Rik Vandenberghe: Bien entendu, la pression des pouvoirs publics s’accroît, mais nous remarquons aussi que nos clients sont demandeurs de bâtiments durables. Si nous leur offrons en même temps un meilleur confort et que nous accélérons la transition énergétique, notre secteur pourra miser à fond sur cette tendance. Le sujet passionne tous nos collaborateurs, et notamment les jeunes ingénieurs qui nous rejoignent. Chez BESIX, nous sommes donc intrinsèquement motivés à jouer le rôle de leader dans ce domaine.
Les projets de rénovation représentent un volet essentiel du Green Deal européen.
De nombreux autres secteurs, de la banque à l’automobile, ont pris depuis bien plus longtemps le train de la numérisation en marche et peuvent déjà en récolter les fruits. Comment convaincre un secteur de la construction souvent très fragmenté de la valeur ajoutée de la digitalisation?
Rik Vandenberghe: Dans certains pays, les pouvoirs publics poussent dans cette direction, par exemple en reprenant la durabilité dans les critères d’adjudication des bâtiments publics. Nous aimerions que ce soit plus souvent le cas en Belgique. Je suis convaincu que, grâce à ce type de politique, les bâtiments pourraient devenir les batteries du futur. Aujourd’hui, il s’agit surtout de chercher des concepts aussi bon marché et efficaces que possible. Un exemple? Prenez l’utilisation, pour le stockage d’énergie, des réservoirs d’eau employés pour les sprinklers dans de nombreux bâtiments. Cette eau est disponible, alors pourquoi ne pas la chauffer lorsque l’énergie verte est abondante et bon marché? Cette eau chaude pourrait ensuite servir à chauffer le bâtiment.
À quel horizon voyez-vous le secteur de la construction jouer un rôle significatif dans la transition énergétique?

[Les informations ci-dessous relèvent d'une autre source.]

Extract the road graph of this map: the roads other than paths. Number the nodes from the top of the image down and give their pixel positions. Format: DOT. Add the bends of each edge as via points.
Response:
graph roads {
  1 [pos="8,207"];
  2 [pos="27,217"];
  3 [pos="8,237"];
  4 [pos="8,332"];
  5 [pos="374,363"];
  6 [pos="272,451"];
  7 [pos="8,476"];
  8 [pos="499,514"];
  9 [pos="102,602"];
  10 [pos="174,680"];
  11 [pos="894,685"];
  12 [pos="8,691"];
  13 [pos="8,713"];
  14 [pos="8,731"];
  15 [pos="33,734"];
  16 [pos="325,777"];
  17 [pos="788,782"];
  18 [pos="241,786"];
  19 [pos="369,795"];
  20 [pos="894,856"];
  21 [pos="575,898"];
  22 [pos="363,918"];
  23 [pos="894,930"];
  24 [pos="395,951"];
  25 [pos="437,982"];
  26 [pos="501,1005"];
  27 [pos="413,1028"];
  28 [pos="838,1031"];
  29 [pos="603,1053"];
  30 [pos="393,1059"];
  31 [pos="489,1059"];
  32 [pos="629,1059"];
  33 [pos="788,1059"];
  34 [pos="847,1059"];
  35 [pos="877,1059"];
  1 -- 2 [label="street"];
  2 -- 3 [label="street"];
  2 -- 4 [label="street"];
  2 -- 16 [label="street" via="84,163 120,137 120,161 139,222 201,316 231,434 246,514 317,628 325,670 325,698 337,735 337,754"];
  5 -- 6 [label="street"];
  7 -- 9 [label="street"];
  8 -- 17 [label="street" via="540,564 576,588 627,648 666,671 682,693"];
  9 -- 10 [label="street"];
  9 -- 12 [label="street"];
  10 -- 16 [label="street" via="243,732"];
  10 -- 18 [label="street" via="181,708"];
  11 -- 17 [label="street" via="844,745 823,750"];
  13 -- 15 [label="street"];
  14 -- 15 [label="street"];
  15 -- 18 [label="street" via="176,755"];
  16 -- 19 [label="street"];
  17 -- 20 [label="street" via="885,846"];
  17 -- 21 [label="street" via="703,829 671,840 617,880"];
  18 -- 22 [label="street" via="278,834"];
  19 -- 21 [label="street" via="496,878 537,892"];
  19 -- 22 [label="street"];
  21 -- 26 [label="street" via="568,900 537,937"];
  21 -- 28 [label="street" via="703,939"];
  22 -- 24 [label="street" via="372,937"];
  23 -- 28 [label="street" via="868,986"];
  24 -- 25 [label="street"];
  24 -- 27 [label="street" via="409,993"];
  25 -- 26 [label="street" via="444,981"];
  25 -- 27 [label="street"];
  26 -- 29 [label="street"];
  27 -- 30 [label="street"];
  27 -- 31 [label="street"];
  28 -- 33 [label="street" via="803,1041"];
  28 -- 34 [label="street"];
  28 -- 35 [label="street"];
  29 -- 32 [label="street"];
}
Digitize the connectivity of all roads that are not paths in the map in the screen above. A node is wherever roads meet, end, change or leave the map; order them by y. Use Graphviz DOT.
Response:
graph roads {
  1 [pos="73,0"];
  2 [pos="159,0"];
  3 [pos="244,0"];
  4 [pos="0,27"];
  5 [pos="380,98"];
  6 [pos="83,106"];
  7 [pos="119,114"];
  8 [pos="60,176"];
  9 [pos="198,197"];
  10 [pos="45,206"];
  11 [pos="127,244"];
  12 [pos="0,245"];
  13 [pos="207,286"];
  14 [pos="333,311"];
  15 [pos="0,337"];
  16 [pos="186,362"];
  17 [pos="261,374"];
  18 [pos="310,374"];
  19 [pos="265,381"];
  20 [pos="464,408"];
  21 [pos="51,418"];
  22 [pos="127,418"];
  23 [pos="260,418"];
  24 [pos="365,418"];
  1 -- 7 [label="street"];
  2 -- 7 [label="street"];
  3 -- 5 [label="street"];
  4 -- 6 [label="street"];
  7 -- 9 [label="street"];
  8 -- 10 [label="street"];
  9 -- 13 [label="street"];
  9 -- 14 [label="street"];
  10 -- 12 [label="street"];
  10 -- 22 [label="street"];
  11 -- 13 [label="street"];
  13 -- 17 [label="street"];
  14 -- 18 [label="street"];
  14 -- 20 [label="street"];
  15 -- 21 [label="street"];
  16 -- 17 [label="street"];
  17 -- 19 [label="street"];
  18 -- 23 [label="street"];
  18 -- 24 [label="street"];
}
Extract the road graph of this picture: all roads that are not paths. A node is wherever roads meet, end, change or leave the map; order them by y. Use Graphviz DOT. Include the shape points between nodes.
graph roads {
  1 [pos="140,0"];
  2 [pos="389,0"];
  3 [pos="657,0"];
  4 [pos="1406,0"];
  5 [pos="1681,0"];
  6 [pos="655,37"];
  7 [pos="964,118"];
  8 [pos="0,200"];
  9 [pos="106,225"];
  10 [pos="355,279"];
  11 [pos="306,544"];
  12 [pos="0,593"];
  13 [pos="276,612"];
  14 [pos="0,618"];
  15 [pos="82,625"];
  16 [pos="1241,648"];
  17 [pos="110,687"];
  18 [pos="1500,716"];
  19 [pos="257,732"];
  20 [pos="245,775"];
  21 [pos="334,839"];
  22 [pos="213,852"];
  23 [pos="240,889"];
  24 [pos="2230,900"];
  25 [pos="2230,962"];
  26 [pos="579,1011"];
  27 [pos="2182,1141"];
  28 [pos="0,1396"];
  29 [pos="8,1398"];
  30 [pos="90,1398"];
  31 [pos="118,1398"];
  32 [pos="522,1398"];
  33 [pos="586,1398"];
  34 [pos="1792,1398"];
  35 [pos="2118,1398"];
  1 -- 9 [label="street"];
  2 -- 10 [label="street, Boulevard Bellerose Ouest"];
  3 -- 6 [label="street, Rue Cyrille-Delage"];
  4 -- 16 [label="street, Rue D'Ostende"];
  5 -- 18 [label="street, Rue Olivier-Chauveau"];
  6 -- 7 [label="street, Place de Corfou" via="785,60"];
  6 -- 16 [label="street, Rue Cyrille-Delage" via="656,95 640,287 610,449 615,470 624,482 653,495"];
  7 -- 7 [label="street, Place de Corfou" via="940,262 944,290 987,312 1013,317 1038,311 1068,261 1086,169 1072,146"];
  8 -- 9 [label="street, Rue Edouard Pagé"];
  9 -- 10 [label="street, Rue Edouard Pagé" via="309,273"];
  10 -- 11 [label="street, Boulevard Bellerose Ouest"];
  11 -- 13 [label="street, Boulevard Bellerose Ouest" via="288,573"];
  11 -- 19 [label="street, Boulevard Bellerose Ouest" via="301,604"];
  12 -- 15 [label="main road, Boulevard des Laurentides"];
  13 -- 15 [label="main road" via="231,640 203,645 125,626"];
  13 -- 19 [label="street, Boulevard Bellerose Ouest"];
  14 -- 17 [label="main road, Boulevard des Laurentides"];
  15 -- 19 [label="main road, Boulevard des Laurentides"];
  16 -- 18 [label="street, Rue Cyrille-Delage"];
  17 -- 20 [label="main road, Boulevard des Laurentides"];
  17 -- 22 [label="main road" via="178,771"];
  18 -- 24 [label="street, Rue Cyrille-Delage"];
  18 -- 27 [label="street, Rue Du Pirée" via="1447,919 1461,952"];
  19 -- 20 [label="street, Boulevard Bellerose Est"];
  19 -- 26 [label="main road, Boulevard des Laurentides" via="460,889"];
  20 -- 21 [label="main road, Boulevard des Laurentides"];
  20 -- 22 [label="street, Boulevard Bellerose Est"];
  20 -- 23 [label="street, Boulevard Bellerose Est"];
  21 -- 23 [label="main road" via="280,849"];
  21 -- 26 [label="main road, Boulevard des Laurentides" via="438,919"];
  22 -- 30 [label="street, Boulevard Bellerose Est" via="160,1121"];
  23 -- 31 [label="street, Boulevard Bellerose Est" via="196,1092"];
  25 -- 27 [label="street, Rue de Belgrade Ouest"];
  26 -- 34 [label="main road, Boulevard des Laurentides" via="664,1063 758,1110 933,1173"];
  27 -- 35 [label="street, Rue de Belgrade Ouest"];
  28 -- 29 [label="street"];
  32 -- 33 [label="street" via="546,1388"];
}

Chris Peeters: À court terme, nous nous concentrons sur la mobilité électrique. L’interaction entre les batteries automobiles et notre système électrique augmente très vite et dans des volumes importants. L’étape suivante concernera l’intégration des bâtiments intelligents. Certes, le cycle de renouvellement dans la construction est plus lent, mais l’impact n’en sera que plus impressionnant. Les grands bâtiments actuels affichent une taille suffisante pour investir dans la numérisation et les innovations technologiques comme les pompes à chaleur, les chaudières et la ventilation contrôlée. C’est pourquoi j’estime que l’Europe a raison de miser sur les bâtiments. Pour préparer l’avenir, Elia compte analyser et tester plusieurs applications avec BESIX. En apportant chacun notre expertise spécifique, nous pouvons tester des applications susceptibles d’être implémentées ultérieurement dans les logements.
Rik Vandenberghe: La percée de l’Internet des objets (Internet of Things ou IoT, NDLR) simplifie nettement le travail avec des data. Grâce à l’IoT, les facility managers des grands bâtiments disposent déjà des instruments nécessaires pour traiter toutes ces données et les traduire en nouvelles applications.